As autumn rolls around, the days in London are becoming and shorter (and wetter) again, good Brits everywhere are gearing up for this year’s Christmas cake preparations, and professional theatres and amdram groups around the nation are getting ready to release marketing materials for the annual panto production. Along with the fact that Brits store their Christmas pudding for over a year before consumption, the ongoing tradition of the Christmas panto was one of the more peculiar customs to encounter as a German living in the UK.
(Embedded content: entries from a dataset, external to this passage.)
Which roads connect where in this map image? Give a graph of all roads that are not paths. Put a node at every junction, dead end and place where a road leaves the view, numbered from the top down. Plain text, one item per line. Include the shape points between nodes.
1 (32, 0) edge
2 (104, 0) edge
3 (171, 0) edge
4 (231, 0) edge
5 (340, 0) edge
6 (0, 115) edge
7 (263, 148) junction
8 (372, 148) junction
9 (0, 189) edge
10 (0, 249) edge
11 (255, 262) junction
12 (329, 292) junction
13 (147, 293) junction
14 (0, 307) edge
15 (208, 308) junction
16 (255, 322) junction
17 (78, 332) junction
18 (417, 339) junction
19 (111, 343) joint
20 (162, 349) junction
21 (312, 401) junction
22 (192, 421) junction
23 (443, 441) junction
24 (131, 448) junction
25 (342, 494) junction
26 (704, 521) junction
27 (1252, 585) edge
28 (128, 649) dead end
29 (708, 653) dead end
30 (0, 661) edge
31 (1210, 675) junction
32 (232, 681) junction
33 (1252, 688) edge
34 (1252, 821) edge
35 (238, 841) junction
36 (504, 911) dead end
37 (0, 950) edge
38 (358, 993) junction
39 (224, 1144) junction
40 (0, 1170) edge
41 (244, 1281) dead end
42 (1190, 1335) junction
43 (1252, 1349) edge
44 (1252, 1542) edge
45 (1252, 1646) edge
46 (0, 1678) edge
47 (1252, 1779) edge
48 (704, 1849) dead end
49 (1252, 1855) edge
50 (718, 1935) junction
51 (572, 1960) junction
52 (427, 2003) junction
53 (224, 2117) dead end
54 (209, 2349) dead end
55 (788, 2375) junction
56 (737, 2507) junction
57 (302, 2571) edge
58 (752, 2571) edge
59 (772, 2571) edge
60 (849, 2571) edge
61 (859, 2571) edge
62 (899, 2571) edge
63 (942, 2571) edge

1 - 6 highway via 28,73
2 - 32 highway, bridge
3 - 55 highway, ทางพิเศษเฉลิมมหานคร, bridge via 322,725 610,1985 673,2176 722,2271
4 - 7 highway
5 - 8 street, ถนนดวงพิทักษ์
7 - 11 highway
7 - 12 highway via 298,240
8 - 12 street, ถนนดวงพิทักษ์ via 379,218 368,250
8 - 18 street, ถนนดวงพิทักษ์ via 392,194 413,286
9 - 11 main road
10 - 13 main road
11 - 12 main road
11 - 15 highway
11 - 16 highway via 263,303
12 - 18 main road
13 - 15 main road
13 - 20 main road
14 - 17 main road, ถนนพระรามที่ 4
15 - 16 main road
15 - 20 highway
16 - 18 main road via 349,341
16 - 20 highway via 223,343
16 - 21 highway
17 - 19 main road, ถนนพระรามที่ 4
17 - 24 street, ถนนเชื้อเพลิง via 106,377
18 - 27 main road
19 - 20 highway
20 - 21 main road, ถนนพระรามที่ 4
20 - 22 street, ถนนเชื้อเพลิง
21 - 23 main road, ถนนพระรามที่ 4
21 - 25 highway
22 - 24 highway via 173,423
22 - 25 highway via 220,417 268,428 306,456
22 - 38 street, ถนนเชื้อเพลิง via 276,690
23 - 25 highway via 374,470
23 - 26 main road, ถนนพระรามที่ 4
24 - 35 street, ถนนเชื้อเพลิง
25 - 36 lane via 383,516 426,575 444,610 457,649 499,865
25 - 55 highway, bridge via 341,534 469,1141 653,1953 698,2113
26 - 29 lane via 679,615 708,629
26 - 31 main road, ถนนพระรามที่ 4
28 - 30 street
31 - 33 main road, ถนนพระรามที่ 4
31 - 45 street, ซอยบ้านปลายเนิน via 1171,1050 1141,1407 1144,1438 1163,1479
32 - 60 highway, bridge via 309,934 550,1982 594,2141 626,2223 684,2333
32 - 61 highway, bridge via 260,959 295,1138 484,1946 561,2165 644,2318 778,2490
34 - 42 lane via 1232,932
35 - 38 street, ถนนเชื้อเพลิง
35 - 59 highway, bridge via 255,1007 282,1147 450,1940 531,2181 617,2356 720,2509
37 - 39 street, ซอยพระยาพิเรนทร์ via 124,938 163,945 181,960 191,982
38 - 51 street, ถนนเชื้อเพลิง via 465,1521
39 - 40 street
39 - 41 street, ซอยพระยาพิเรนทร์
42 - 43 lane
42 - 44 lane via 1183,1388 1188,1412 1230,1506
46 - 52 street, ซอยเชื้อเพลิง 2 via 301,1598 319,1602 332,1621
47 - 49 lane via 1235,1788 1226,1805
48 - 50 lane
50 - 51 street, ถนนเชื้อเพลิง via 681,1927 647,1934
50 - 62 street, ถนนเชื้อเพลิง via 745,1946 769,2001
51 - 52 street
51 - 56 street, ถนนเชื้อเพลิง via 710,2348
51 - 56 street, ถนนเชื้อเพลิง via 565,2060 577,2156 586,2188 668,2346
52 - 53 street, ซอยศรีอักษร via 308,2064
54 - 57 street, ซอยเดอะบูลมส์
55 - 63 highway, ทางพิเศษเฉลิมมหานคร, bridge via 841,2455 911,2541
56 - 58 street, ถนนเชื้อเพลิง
Unlike in the UK, German Christmas is a solemn affair. While the pre-holiday season has Christmas markets, Glühwein and Lebkuchen (a version of gingerbread far superior to the British variety), the actual festivities are not known for their frivolity and whimsy. The “celebration,” a family-only event, runs for three days and is not marked by excessive sociability: the music is festive, yet somber, the food is rich, though adequately portioned, and there’s drink, but never too much. Considering all the real candles that decorate the tree the latter would certainly border on recklessness. As far as theatrical entertainment goes, the only Christmas specific traditions are the nativities staged at local churches and primary schools, along with the Weihnachtsmärchen, the obligatory children’s seasonal production staged at communal theatres across Germany, often based on popular children’s novels or films. Adults in the mood for some holiday cheer usually revert movies from the Anglo-America market; amongst my group of friends Love Actually remains unsurpassed as the go-to Christmas comedy.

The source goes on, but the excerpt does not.